• Required action: Here is a listing. Write it all out again exactly, but not its pictures.

+ + + +

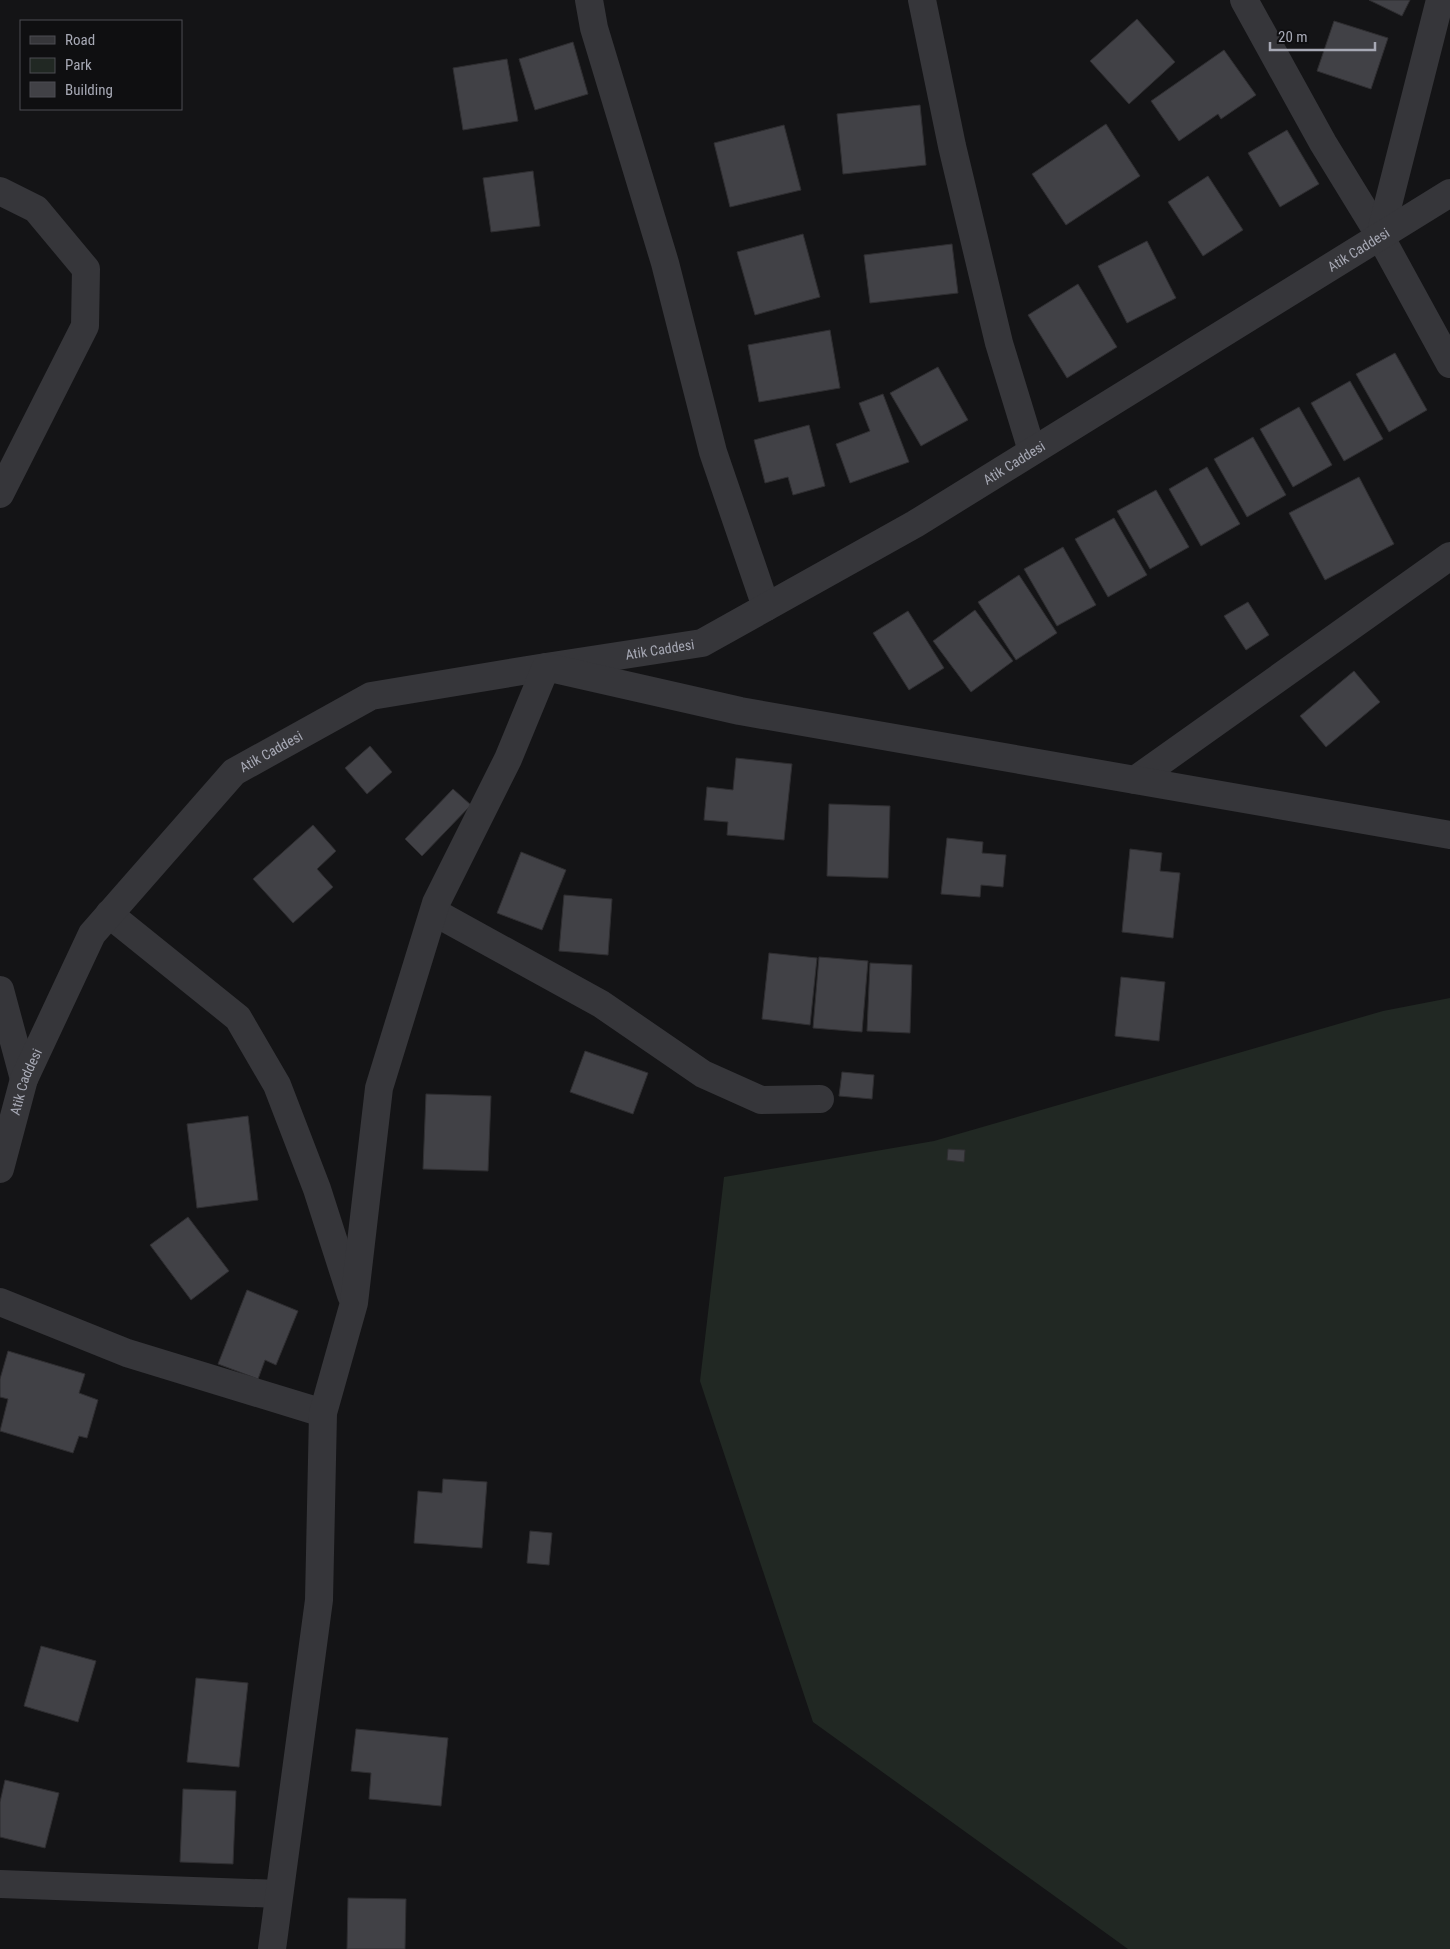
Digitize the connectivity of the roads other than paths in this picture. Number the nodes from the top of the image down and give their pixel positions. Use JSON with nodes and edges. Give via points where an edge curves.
{"nodes":[{"id":1,"x":589,"y":0,"type":"edge"},
{"id":2,"x":922,"y":0,"type":"edge"},
{"id":3,"x":1244,"y":0,"type":"edge"},
{"id":4,"x":1440,"y":0,"type":"edge"},
{"id":5,"x":0,"y":191,"type":"edge"},
{"id":6,"x":1450,"y":193,"type":"edge"},
{"id":7,"x":1380,"y":236,"type":"junction"},
{"id":8,"x":1450,"y":364,"type":"edge"},
{"id":9,"x":1032,"y":451,"type":"junction"},
{"id":10,"x":0,"y":494,"type":"edge"},
{"id":11,"x":1450,"y":556,"type":"edge"},
{"id":12,"x":766,"y":607,"type":"junction"},
{"id":13,"x":546,"y":667,"type":"junction"},
{"id":14,"x":1135,"y":780,"type":"junction"},
{"id":15,"x":1450,"y":834,"type":"edge"},
{"id":16,"x":434,"y":912,"type":"junction"},
{"id":17,"x":109,"y":914,"type":"junction"},
{"id":18,"x":0,"y":990,"type":"edge"},
{"id":19,"x":24,"y":1079,"type":"junction"},
{"id":20,"x":820,"y":1099,"type":"dead end"},
{"id":21,"x":0,"y":1169,"type":"edge"},
{"id":22,"x":0,"y":1302,"type":"edge"},
{"id":23,"x":354,"y":1303,"type":"junction"},
{"id":24,"x":322,"y":1414,"type":"junction"},
{"id":25,"x":0,"y":1884,"type":"edge"},
{"id":26,"x":279,"y":1894,"type":"junction"},
{"id":27,"x":272,"y":1949,"type":"edge"}],
"edges":[{"from":1,"to":12,"type":"street","via":[[594,28],[665,263],[713,452]]},
{"from":2,"to":9,"type":"street","via":[[952,146],[999,343]]},
{"from":3,"to":7,"type":"street","via":[[1323,143]]},
{"from":4,"to":7,"type":"street"},
{"from":5,"to":10,"type":"street","via":[[36,209],[86,269],[85,326]]},
{"from":6,"to":7,"type":"street","name":"Atik Caddesi"},
{"from":7,"to":8,"type":"street"},
{"from":7,"to":9,"type":"street","name":"Atik Caddesi"},
{"from":9,"to":12,"type":"street","name":"Atik Caddesi","via":[[915,524]]},
{"from":11,"to":14,"type":"street"},
{"from":12,"to":13,"type":"street","name":"Atik Caddesi","via":[[702,643]]},
{"from":13,"to":14,"type":"street","via":[[740,711]]},
{"from":13,"to":16,"type":"street","via":[[508,759]]},
{"from":13,"to":17,"type":"street","name":"Atik Caddesi","via":[[371,696],[234,772]]},
{"from":14,"to":15,"type":"street"},
{"from":16,"to":20,"type":"street","via":[[601,1004],[703,1074],[761,1100]]},
{"from":16,"to":23,"type":"street","via":[[379,1088]]},
{"from":17,"to":19,"type":"street","name":"Atik Caddesi","via":[[92,934]]},
{"from":17,"to":23,"type":"street","via":[[238,1018],[277,1085]]},
{"from":18,"to":19,"type":"street"},
{"from":19,"to":21,"type":"street","name":"Atik Caddesi"},
{"from":22,"to":24,"type":"street","via":[[127,1353]]},
{"from":23,"to":24,"type":"street"},
{"from":24,"to":26,"type":"street","via":[[319,1600]]},
{"from":25,"to":26,"type":"street"},
{"from":26,"to":27,"type":"street"}]}
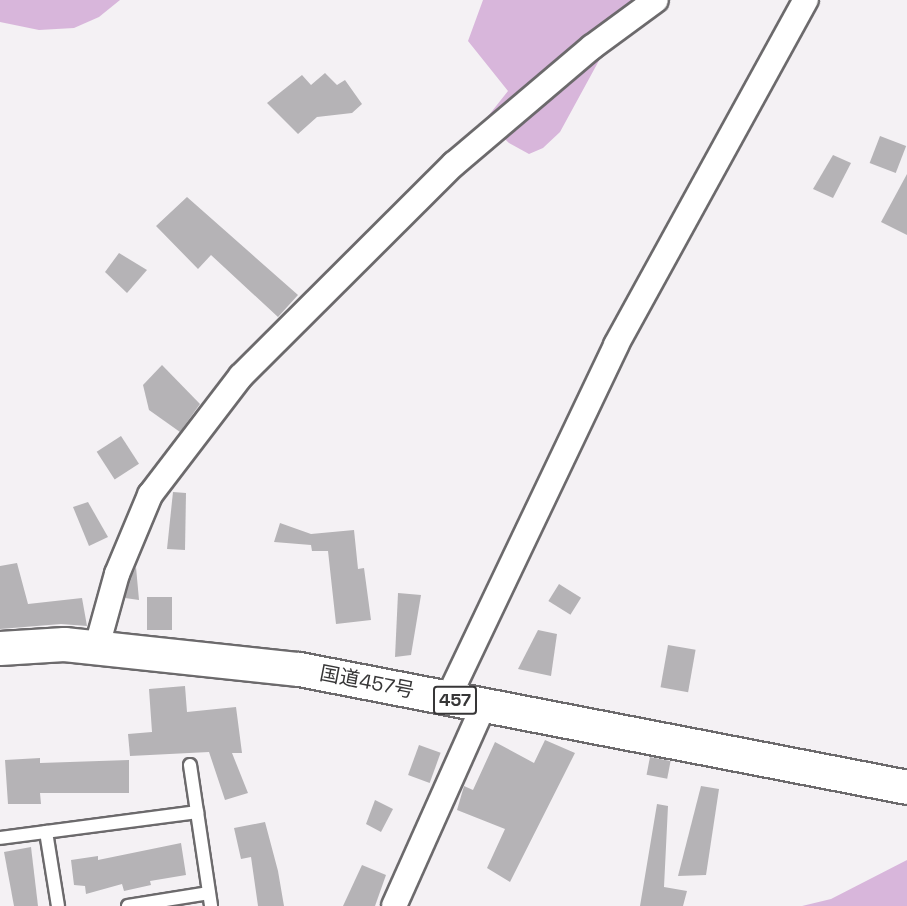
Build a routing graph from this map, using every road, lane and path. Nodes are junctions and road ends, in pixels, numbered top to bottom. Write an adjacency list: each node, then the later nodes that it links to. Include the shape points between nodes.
1 (656, 0): 3 (street, via 592,47 454,164 241,376 150,495 117,574)
2 (806, 0): 5 (street, via 616,345)
3 (98, 646): 4 (highway, 国道457号 / 457); 5 (highway, 国道457号 / 457, via 299,669)
4 (0, 648)
5 (448, 698): 6 (highway, 国道457号 / 457)
6 (484, 705): 8 (highway, 国道457号 / 457); 16 (street)
7 (190, 765): 9 (lane)
8 (907, 787)
9 (197, 812): 10 (lane); 12 (lane)
10 (46, 832): 11 (lane); 13 (lane)
11 (0, 838)
12 (209, 893): 14 (lane); 15 (lane)
13 (58, 906)
14 (128, 906)
15 (211, 906)
16 (394, 906)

+ + + +

• Solution below:
Digitize the connectivity of the roads other than paths in this picture. Number the nodes from the top of the image down and give their pixel positions. Use JSON with nodes and edges. Give via points where an edge curves.
{"nodes":[{"id":1,"x":589,"y":0,"type":"edge"},
{"id":2,"x":922,"y":0,"type":"edge"},
{"id":3,"x":1244,"y":0,"type":"edge"},
{"id":4,"x":1440,"y":0,"type":"edge"},
{"id":5,"x":0,"y":191,"type":"edge"},
{"id":6,"x":1450,"y":193,"type":"edge"},
{"id":7,"x":1380,"y":236,"type":"junction"},
{"id":8,"x":1450,"y":364,"type":"edge"},
{"id":9,"x":1032,"y":451,"type":"junction"},
{"id":10,"x":0,"y":494,"type":"edge"},
{"id":11,"x":1450,"y":556,"type":"edge"},
{"id":12,"x":766,"y":607,"type":"junction"},
{"id":13,"x":546,"y":667,"type":"junction"},
{"id":14,"x":1135,"y":780,"type":"junction"},
{"id":15,"x":1450,"y":834,"type":"edge"},
{"id":16,"x":434,"y":912,"type":"junction"},
{"id":17,"x":109,"y":914,"type":"junction"},
{"id":18,"x":0,"y":990,"type":"edge"},
{"id":19,"x":24,"y":1079,"type":"junction"},
{"id":20,"x":820,"y":1099,"type":"dead end"},
{"id":21,"x":0,"y":1169,"type":"edge"},
{"id":22,"x":0,"y":1302,"type":"edge"},
{"id":23,"x":354,"y":1303,"type":"junction"},
{"id":24,"x":322,"y":1414,"type":"junction"},
{"id":25,"x":0,"y":1884,"type":"edge"},
{"id":26,"x":279,"y":1894,"type":"junction"},
{"id":27,"x":272,"y":1949,"type":"edge"}],
"edges":[{"from":1,"to":12,"type":"street","via":[[594,28],[665,263],[713,452]]},
{"from":2,"to":9,"type":"street","via":[[952,146],[999,343]]},
{"from":3,"to":7,"type":"street","via":[[1323,143]]},
{"from":4,"to":7,"type":"street"},
{"from":5,"to":10,"type":"street","via":[[36,209],[86,269],[85,326]]},
{"from":6,"to":7,"type":"street","name":"Atik Caddesi"},
{"from":7,"to":8,"type":"street"},
{"from":7,"to":9,"type":"street","name":"Atik Caddesi"},
{"from":9,"to":12,"type":"street","name":"Atik Caddesi","via":[[915,524]]},
{"from":11,"to":14,"type":"street"},
{"from":12,"to":13,"type":"street","name":"Atik Caddesi","via":[[702,643]]},
{"from":13,"to":14,"type":"street","via":[[740,711]]},
{"from":13,"to":16,"type":"street","via":[[508,759]]},
{"from":13,"to":17,"type":"street","name":"Atik Caddesi","via":[[371,696],[234,772]]},
{"from":14,"to":15,"type":"street"},
{"from":16,"to":20,"type":"street","via":[[601,1004],[703,1074],[761,1100]]},
{"from":16,"to":23,"type":"street","via":[[379,1088]]},
{"from":17,"to":19,"type":"street","name":"Atik Caddesi","via":[[92,934]]},
{"from":17,"to":23,"type":"street","via":[[238,1018],[277,1085]]},
{"from":18,"to":19,"type":"street"},
{"from":19,"to":21,"type":"street","name":"Atik Caddesi"},
{"from":22,"to":24,"type":"street","via":[[127,1353]]},
{"from":23,"to":24,"type":"street"},
{"from":24,"to":26,"type":"street","via":[[319,1600]]},
{"from":25,"to":26,"type":"street"},
{"from":26,"to":27,"type":"street"}]}
Build a routing graph from this map, using every road, lane and path. Nodes are junctions and road ends, in pixels, numbered top to bottom. Write an adjacency list: each node, then the later nodes that it links to. Include the shape points between nodes.
1 (656, 0): 3 (street, via 592,47 454,164 241,376 150,495 117,574)
2 (806, 0): 5 (street, via 616,345)
3 (98, 646): 4 (highway, 国道457号 / 457); 5 (highway, 国道457号 / 457, via 299,669)
4 (0, 648)
5 (448, 698): 6 (highway, 国道457号 / 457)
6 (484, 705): 8 (highway, 国道457号 / 457); 16 (street)
7 (190, 765): 9 (lane)
8 (907, 787)
9 (197, 812): 10 (lane); 12 (lane)
10 (46, 832): 11 (lane); 13 (lane)
11 (0, 838)
12 (209, 893): 14 (lane); 15 (lane)
13 (58, 906)
14 (128, 906)
15 (211, 906)
16 (394, 906)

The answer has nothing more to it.